■ **PROBLEM STATEMENT**
Retype the whole listing that follows so that it matches the original exactly.

■ **EXTRACTED DATA**
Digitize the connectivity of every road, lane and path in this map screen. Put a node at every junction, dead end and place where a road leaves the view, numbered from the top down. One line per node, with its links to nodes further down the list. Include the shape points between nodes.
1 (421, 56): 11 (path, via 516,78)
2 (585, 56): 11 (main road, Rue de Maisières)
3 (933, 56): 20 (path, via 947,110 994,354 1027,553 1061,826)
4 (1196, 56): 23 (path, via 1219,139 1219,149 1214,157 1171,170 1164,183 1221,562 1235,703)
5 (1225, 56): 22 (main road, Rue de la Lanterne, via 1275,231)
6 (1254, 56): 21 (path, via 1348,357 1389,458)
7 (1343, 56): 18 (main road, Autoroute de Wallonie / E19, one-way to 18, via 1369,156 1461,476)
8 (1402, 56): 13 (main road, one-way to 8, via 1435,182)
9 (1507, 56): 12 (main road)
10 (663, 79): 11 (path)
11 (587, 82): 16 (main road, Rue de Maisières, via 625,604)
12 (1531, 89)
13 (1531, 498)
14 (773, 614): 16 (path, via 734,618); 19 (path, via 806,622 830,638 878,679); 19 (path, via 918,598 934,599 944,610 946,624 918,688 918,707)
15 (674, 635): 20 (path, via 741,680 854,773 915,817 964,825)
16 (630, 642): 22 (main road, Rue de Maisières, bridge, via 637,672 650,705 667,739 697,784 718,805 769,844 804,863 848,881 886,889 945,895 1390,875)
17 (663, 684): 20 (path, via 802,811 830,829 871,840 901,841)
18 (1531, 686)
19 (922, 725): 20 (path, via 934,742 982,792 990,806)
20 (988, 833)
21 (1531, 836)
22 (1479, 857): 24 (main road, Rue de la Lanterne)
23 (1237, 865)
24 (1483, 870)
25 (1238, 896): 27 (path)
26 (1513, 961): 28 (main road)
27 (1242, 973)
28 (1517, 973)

■ **REPLY TO THE TASK**
Digitize the connectivity of every road, lane and path in this map screen. Put a node at every junction, dead end and place where a road leaves the view, numbered from the top down. One line per node, with its links to nodes further down the list. Include the shape points between nodes.
1 (421, 56): 11 (path, via 516,78)
2 (585, 56): 11 (main road, Rue de Maisières)
3 (933, 56): 20 (path, via 947,110 994,354 1027,553 1061,826)
4 (1196, 56): 23 (path, via 1219,139 1219,149 1214,157 1171,170 1164,183 1221,562 1235,703)
5 (1225, 56): 22 (main road, Rue de la Lanterne, via 1275,231)
6 (1254, 56): 21 (path, via 1348,357 1389,458)
7 (1343, 56): 18 (main road, Autoroute de Wallonie / E19, one-way to 18, via 1369,156 1461,476)
8 (1402, 56): 13 (main road, one-way to 8, via 1435,182)
9 (1507, 56): 12 (main road)
10 (663, 79): 11 (path)
11 (587, 82): 16 (main road, Rue de Maisières, via 625,604)
12 (1531, 89)
13 (1531, 498)
14 (773, 614): 16 (path, via 734,618); 19 (path, via 806,622 830,638 878,679); 19 (path, via 918,598 934,599 944,610 946,624 918,688 918,707)
15 (674, 635): 20 (path, via 741,680 854,773 915,817 964,825)
16 (630, 642): 22 (main road, Rue de Maisières, bridge, via 637,672 650,705 667,739 697,784 718,805 769,844 804,863 848,881 886,889 945,895 1390,875)
17 (663, 684): 20 (path, via 802,811 830,829 871,840 901,841)
18 (1531, 686)
19 (922, 725): 20 (path, via 934,742 982,792 990,806)
20 (988, 833)
21 (1531, 836)
22 (1479, 857): 24 (main road, Rue de la Lanterne)
23 (1237, 865)
24 (1483, 870)
25 (1238, 896): 27 (path)
26 (1513, 961): 28 (main road)
27 (1242, 973)
28 (1517, 973)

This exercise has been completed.